Short, grey-haired and wearing his trademark bicycle- wheel spectacles, the 59-year- old Oe emerged from his house with a shy smile. He looked more like a benign academic than a tormented novelist who has written about some of mankind's darkest moments.

Kenzaburo Oe is a singular figure in Japanese literature. A student of Sartre and the existentialists, and deeply affected by the atomic bombing of Japan, he somehow came to find meaning in his life through the experience of raising a son born with brain damage, who frequently slips into a remote world of autism. But the boy, Hikari, has turned out to be a gifted classical musician, and father and son have grown up together, relying on each other for artistic inspiration and even for the courage to live.

Hikari (the name means 'light') was born in 1963 with a growth on his skull. Surgeons removed the growth, but the operation left the baby's brain damaged, and his father had to resist doctors who advised him to allow the child to die.

Handicapped children face enormous stigma in Asia, and are usually kept behind closed doors because they are seen to bring shame upon the family. In many cases they are quietly killed soon after birth.

Oe defied the doctors' advice, and the right of a handicapped child to live became the subject of one of his most powerful novels, A Personal Matter, published in 1964.

In the book, the fight over whether the baby should live takes place in the mind of the father, who is initially horrified that his son is deformed. The obstetrician asks him coldly whether he wants 'to see the goods', and the father begins to regard the baby with its grotesquely swollen skull as a vegetable, a 'deadly cactus' that needs to be disposed of.

But after seeking sexual refuge with an old girlfriend, the father realises that he cannot keep running away forever, and that his own life has no great overriding purpose that needs to be protected from the disruption of bringing up a handicapped child.

'Living with Hikari changed my literature and changed my life,' Oe said last week. 'He was born when I was 28. I was an immature type before then, merely using my head when writing . . . I found myself deadlocked. I might have ended up committing suicide, because I was in a bind.'

The Hiroshima atomic bomb was detonated less than 100 miles from his home village when he was 10 years old, and as Oe grew up in post-war Japan, a sense of impending world doom hung over him.
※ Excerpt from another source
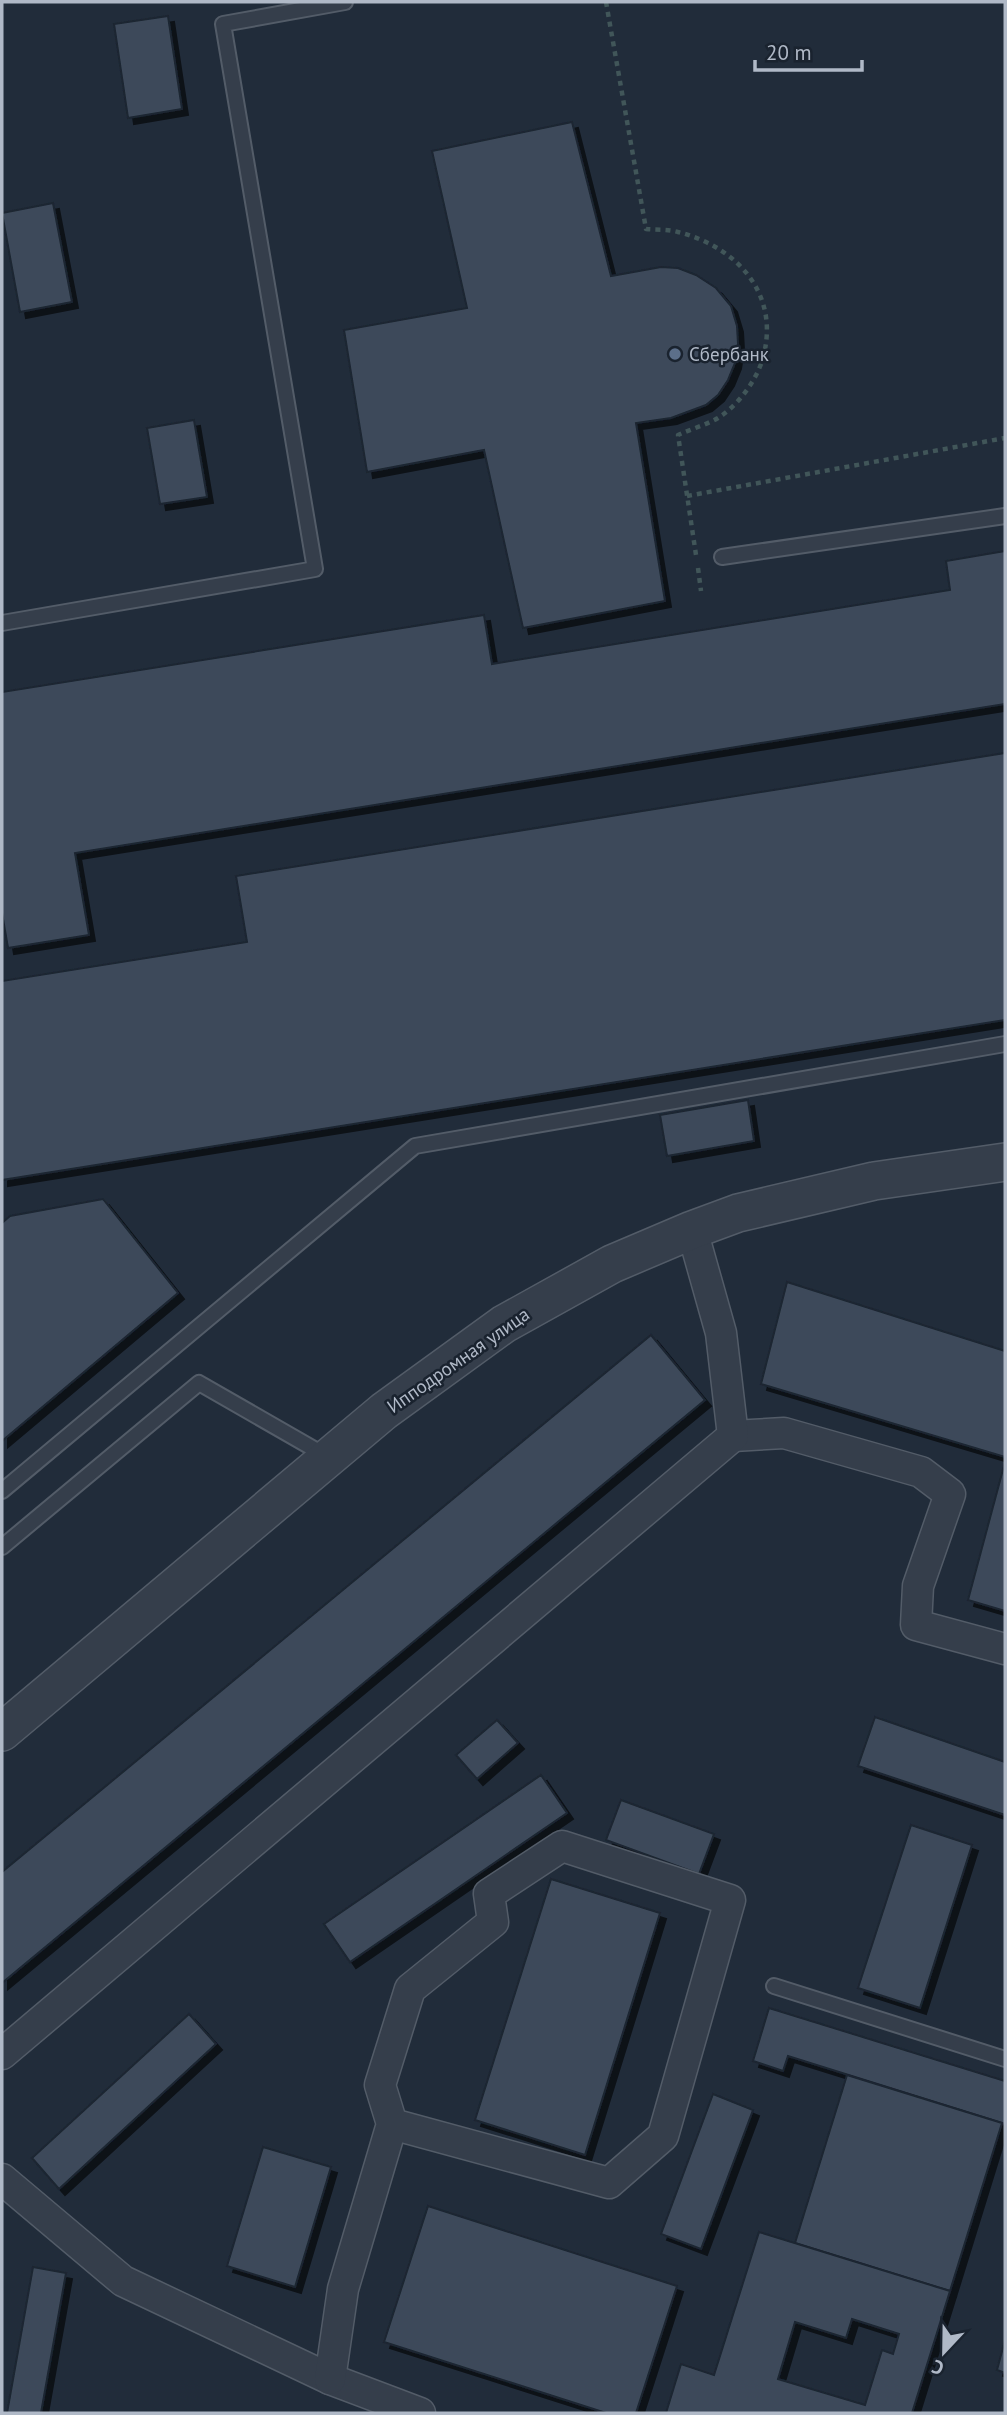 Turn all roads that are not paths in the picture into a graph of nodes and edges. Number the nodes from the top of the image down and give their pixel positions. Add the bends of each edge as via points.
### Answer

Pulled down to earth by the practical needs and problems of Hikari's upbringing, he found an unexpected source of hope and humanity in the otherwise bleak landscape of the nuclear age. He has since written a series of novels dealing with the search for meaning in life after the Hiroshima bombing.

Meanwhile, the young Hikari blossomed. Musical ability seems to reside in a different part of the brain to language, and although Hikari has never learnt to speak properly, he displayed musical talent from an early age. At the age of 10 he started composing with the help of his piano teacher.

He has now released two CDs, the first of which sold 80,000 copies and won a Japan Golden Disc award. The second was released last month, and Hikari now seems to have established himself as a composer. 'Hikari cannot express himself through words, but his music sounds as if it is healing us,' his father said before one of his son's recent concerts.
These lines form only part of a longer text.